* [What is expected] Search the records for the string "order". Copy each line where it occurs.

Collection entries
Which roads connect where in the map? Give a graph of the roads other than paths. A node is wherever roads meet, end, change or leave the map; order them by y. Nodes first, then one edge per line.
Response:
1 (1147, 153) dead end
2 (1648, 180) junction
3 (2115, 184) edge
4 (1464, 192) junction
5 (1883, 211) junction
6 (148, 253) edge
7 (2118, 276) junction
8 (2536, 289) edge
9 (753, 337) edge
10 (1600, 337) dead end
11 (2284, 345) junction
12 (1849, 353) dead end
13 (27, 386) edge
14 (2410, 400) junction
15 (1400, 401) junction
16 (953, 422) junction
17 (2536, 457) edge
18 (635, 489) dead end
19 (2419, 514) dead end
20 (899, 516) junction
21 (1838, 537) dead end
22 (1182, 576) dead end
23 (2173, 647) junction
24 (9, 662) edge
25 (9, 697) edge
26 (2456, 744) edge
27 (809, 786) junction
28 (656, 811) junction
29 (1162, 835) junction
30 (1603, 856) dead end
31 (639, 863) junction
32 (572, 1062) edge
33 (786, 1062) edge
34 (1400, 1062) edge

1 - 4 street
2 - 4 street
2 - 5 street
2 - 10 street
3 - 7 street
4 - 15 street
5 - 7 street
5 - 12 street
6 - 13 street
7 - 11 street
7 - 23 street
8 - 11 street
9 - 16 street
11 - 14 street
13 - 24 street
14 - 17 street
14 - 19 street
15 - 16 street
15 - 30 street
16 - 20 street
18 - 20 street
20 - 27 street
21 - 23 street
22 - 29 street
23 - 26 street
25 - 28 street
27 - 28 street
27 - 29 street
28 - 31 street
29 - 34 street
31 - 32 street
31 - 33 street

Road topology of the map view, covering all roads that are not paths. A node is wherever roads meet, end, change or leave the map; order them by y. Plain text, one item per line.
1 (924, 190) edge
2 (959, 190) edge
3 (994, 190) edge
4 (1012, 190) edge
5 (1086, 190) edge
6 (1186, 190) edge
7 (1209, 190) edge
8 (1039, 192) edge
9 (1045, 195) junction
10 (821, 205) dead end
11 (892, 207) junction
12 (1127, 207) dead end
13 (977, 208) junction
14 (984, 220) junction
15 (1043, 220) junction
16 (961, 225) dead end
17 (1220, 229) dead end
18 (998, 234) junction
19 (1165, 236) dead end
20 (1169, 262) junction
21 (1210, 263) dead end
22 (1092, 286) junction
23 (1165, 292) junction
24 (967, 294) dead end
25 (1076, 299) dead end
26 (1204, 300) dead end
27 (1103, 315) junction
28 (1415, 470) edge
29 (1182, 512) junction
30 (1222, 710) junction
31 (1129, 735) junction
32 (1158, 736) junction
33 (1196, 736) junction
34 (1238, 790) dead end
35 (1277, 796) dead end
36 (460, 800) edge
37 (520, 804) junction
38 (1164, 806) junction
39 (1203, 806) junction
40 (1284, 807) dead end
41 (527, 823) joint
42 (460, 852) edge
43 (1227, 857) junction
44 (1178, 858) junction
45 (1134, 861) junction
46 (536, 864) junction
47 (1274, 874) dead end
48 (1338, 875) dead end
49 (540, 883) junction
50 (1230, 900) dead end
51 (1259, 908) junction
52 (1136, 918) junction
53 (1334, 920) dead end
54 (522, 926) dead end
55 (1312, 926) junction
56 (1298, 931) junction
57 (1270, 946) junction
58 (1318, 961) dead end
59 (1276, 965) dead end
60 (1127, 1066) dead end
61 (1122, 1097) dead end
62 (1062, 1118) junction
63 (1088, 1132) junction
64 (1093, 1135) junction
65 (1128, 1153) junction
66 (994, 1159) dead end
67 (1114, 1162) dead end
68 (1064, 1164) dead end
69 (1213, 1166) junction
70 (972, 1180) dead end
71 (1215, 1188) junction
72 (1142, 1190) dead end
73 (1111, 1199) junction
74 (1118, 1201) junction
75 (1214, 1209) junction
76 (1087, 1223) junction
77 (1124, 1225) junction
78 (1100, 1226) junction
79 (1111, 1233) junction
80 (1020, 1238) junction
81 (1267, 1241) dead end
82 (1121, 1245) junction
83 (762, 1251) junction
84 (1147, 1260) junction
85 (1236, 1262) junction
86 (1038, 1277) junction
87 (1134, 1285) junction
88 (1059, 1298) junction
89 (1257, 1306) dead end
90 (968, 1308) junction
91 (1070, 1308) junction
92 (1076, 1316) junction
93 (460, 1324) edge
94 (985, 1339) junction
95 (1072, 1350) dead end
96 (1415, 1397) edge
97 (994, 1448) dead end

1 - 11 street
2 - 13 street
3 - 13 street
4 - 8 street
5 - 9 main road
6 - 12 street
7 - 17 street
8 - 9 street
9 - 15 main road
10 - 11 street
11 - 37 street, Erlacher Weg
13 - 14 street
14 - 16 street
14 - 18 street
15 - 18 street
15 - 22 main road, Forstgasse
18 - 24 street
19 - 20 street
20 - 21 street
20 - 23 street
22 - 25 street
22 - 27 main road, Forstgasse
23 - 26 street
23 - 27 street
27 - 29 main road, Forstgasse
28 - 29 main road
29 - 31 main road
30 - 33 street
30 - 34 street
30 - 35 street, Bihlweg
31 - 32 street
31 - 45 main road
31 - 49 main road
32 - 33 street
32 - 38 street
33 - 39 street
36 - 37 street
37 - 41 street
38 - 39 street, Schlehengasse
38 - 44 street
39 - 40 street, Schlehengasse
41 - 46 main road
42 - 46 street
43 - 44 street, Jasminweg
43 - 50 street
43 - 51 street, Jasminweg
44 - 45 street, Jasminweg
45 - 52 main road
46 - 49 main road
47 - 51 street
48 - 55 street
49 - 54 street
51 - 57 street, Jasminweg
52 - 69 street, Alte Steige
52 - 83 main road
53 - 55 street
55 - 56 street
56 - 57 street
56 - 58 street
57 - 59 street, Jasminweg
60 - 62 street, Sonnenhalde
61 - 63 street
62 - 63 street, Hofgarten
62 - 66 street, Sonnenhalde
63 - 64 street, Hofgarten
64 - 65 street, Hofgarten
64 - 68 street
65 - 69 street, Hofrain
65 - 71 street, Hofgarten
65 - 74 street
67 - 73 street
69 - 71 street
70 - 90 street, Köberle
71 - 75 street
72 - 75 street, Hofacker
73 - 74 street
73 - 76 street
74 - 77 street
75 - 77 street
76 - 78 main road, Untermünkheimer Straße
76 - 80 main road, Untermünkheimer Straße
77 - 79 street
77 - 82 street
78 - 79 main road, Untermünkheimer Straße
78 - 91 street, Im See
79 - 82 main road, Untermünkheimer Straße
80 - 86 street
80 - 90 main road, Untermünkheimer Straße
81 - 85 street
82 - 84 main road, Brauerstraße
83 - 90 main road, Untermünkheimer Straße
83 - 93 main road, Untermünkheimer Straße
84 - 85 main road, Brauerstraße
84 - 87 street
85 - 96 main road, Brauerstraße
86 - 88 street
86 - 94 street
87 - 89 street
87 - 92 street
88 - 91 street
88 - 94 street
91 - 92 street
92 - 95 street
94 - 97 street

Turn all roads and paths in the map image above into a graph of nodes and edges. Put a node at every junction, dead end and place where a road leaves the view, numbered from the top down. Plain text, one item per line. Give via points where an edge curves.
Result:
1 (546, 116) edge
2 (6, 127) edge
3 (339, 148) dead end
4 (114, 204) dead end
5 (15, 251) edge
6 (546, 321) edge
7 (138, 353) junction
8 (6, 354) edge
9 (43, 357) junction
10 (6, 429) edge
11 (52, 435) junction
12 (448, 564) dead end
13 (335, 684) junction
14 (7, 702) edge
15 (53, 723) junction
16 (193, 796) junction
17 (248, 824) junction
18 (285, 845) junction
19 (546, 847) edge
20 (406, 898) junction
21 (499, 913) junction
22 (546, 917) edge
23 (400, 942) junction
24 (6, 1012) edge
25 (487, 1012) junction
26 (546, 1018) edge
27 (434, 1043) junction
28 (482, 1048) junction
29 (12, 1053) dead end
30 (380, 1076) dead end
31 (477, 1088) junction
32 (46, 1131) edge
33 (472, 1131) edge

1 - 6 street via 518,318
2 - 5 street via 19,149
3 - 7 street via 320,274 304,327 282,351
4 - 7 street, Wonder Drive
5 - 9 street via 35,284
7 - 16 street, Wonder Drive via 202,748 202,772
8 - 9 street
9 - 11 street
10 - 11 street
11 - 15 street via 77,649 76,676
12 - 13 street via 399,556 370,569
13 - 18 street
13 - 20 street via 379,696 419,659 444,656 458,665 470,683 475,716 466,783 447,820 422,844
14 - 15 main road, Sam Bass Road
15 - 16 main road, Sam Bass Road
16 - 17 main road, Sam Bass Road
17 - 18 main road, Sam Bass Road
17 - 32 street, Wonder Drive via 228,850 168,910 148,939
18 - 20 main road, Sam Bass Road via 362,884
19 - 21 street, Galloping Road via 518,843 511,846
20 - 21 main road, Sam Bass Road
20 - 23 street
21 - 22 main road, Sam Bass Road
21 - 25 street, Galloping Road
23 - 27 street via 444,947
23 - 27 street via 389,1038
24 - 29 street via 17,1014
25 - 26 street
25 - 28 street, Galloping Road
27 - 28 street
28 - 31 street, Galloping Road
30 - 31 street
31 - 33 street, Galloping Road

* [Written response]
Which roads connect where in the map? Give a graph of the roads other than paths. A node is wherever roads meet, end, change or leave the map; order them by y. Nodes first, then one edge per line.
Road topology of the map view, covering all roads that are not paths. A node is wherever roads meet, end, change or leave the map; order them by y. Plain text, one item per line.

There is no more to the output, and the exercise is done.